Antigone, "Résister, c'est se tenir debout"

Antigone, "Résister, c'est se tenir debout"

"C'est une tragédie, alors on meurt à la fin, c'est comme ça les tragédies…" Sur la scène, entre les colonnes du majestueux théâtre des Bernardines, le clown espiègle Séraphin et deux anges gardiens musiciens (Lucie Botiveau et Hadrien Trigance) entament la distribution des rôles. Doucement, le glissement s'opère, le personnage tragique d'Antigone prend vie, sous les traits improbables et déroutants d'un clown au nez rouge. 

La compagnie Philippe Car de l'Agence des voyages imaginaires s'est inspirée de la pièce Antigone de Jean Anouilh."Nous avons rajouté des choses, interverti d'autres, puisé au besoin dans le grand sac de cette tragédie brûlante d'actualité, depuis Sophocle jusqu'à aujourd'hui." Car c'est un fait, le mythe d'Antigone, fille de Jocaste et d'Oedipe a traversé les âges sans souffrir de désuétude. Au royaume de Thèbes, les deux frères d'Antigone se sont entretués. Créon le roi décide d'offrir des funérailles à Etéocle, le héros consacré, tandis que la dépouille de Polynice, le traître désigné est jetée aux vautours, vouée à une éternelle errance. Quiconque transgresserait les lois du despote serait "impitoyablement" condamné à mort.
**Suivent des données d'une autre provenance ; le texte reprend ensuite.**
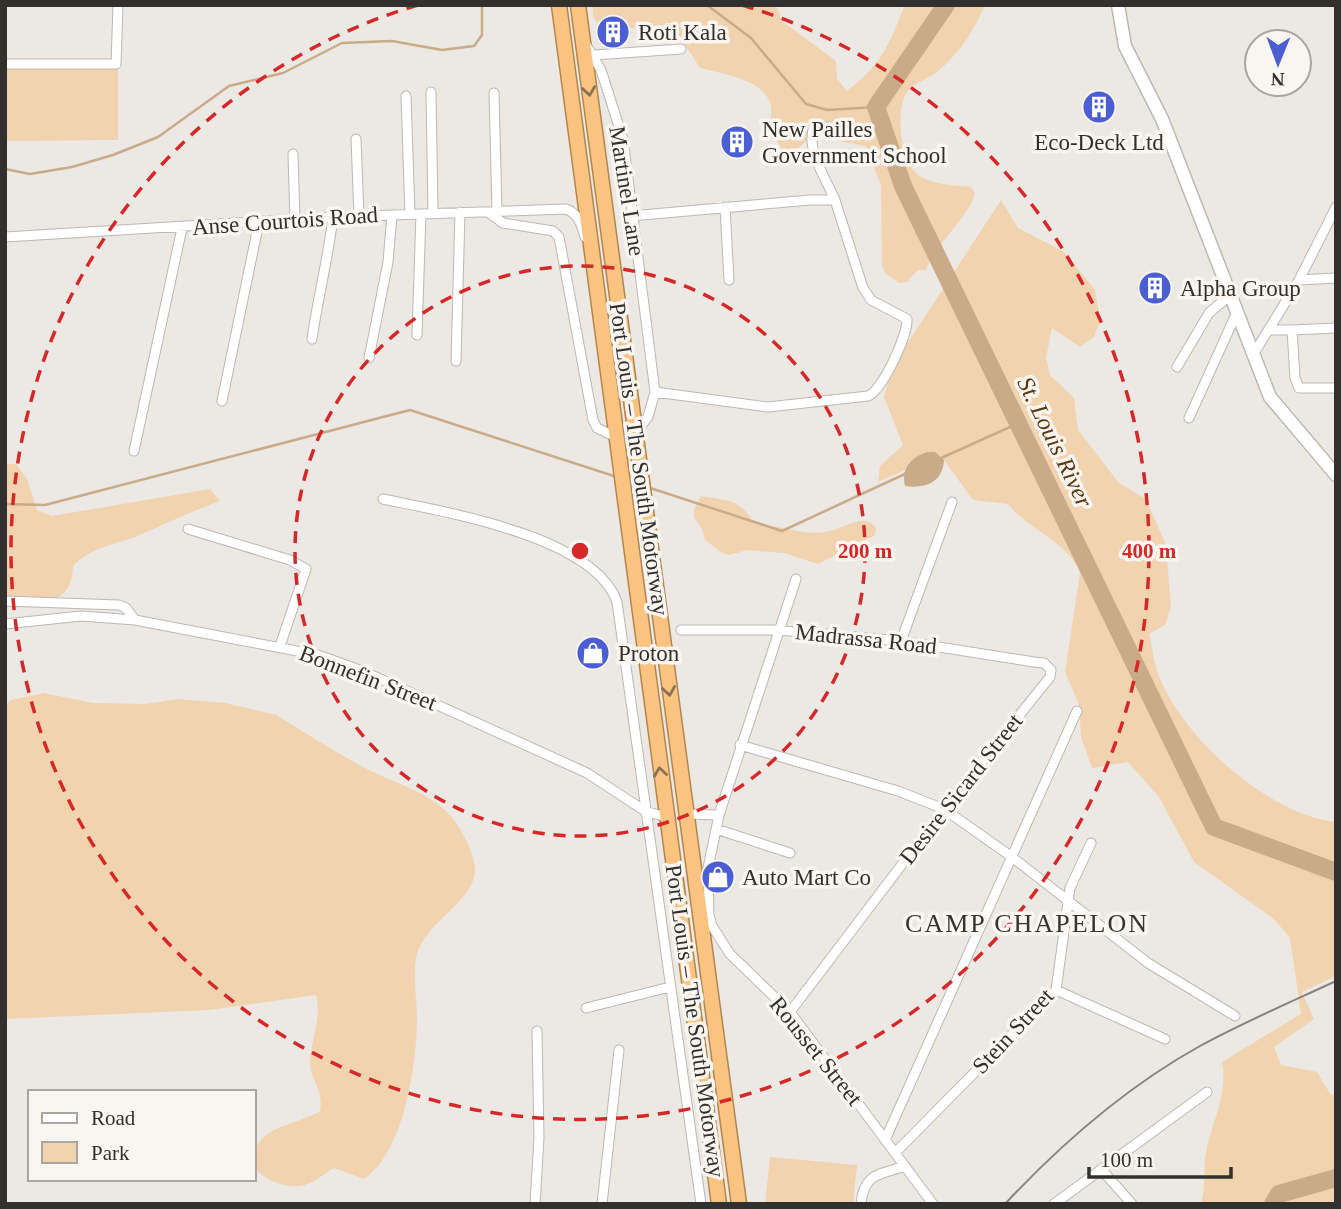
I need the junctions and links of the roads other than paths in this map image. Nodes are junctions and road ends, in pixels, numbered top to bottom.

Antigone l'obstinée, l’entêtée s'oppose à la tyrannie de Créon, son oncle, asservi au pouvoir qu'il entend incarner. La jeune fille ne résiste pas au nom d'un idéal ou d'un héroïsme forcené. Elle dit non sans élever la voix, refuse l'absurdité d'une politique cruelle et arbitraire, maudit la compromission. Souhaite simplement enterrer son frère. Sa liberté de résister, antinomique avec la raideur du roi otage de son autorité, la conduira à l'extrême résolution, celle immédiate et définitive du suicide. "Résister, étymologiquement, c'est se tenir debout", murmure Séraphin.
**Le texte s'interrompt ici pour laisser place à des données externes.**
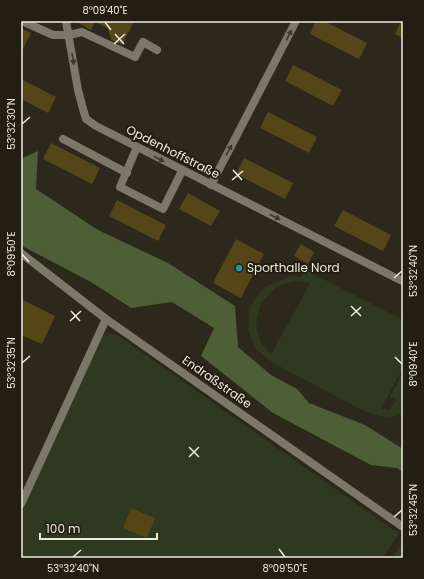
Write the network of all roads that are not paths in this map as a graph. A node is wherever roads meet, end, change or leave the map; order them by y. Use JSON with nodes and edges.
{"nodes":[{"id":1,"x":22,"y":21,"type":"edge"},
{"id":2,"x":66,"y":21,"type":"edge"},
{"id":3,"x":296,"y":21,"type":"edge"},
{"id":4,"x":68,"y":35,"type":"junction"},
{"id":5,"x":158,"y":50,"type":"dead end"},
{"id":6,"x":63,"y":139,"type":"dead end"},
{"id":7,"x":137,"y":147,"type":"junction"},
{"id":8,"x":182,"y":171,"type":"junction"},
{"id":9,"x":127,"y":173,"type":"junction"},
{"id":10,"x":210,"y":185,"type":"junction"},
{"id":11,"x":21,"y":253,"type":"edge"},
{"id":12,"x":403,"y":281,"type":"edge"},
{"id":13,"x":106,"y":319,"type":"junction"},
{"id":14,"x":21,"y":502,"type":"edge"},
{"id":15,"x":403,"y":526,"type":"edge"}],
"edges":[{"from":1,"to":4,"type":"street"},
{"from":2,"to":4,"type":"street","name":"Opdenhoffstraße"},
{"from":10,"to":3,"type":"street","one_way":true},
{"from":4,"to":5,"type":"street"},
{"from":4,"to":7,"type":"street","name":"Opdenhoffstraße","one_way":true},
{"from":6,"to":9,"type":"street"},
{"from":7,"to":8,"type":"street","name":"Opdenhoffstraße","one_way":true},
{"from":7,"to":9,"type":"street"},
{"from":8,"to":9,"type":"street"},
{"from":8,"to":10,"type":"street","name":"Opdenhoffstraße"},
{"from":10,"to":12,"type":"street","name":"Opdenhoffstraße","one_way":true},
{"from":11,"to":13,"type":"street","name":"Endraßstraße"},
{"from":13,"to":14,"type":"street"},
{"from":13,"to":15,"type":"street","name":"Endraßstraße"}]}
Vous me dégoûtez tous avec votre bonheur ! Avec votre vie qu'il faut aimer coûte que coûte…Moi je veux tout, tout de suite, et que ce soit entier, ou alors je refuse ! Je ne veux pas être modeste, moi, et me contenter d'un petit morceau, si j'ai été bien sage. Antigone d'Anouilh

L'effet d'un conte

Antigone, Créon et Séraphin sont joués avec brio par Valérie Bournet, aussi efficace en petit tyran ridicule, colérique et borné que dans le rôle de la jeune Antigone discrète et rêveuse. Les deux personnages, différenciés simultanément par un simple changement de nez, de couronne et de voix semblent dès lors appartenir à la même "machine infernale"- de Jean Cocteau. Plus précisément, selon Philippe Car, "Cela renforce le merveilleux, confère l'impression que nous possédons au fond de nous ces deux caractères complètement opposés, que l'on peut être l'un ou l'autre. Mais c'est aussi l'effet du conte narré à un enfant, lorsque tous les rôles sont racontés par la même et unique personne. Valérie Bournet nourrissait vraiment l'envie de croquer dans le gâteau en entier et d'incarner tous ces personnages."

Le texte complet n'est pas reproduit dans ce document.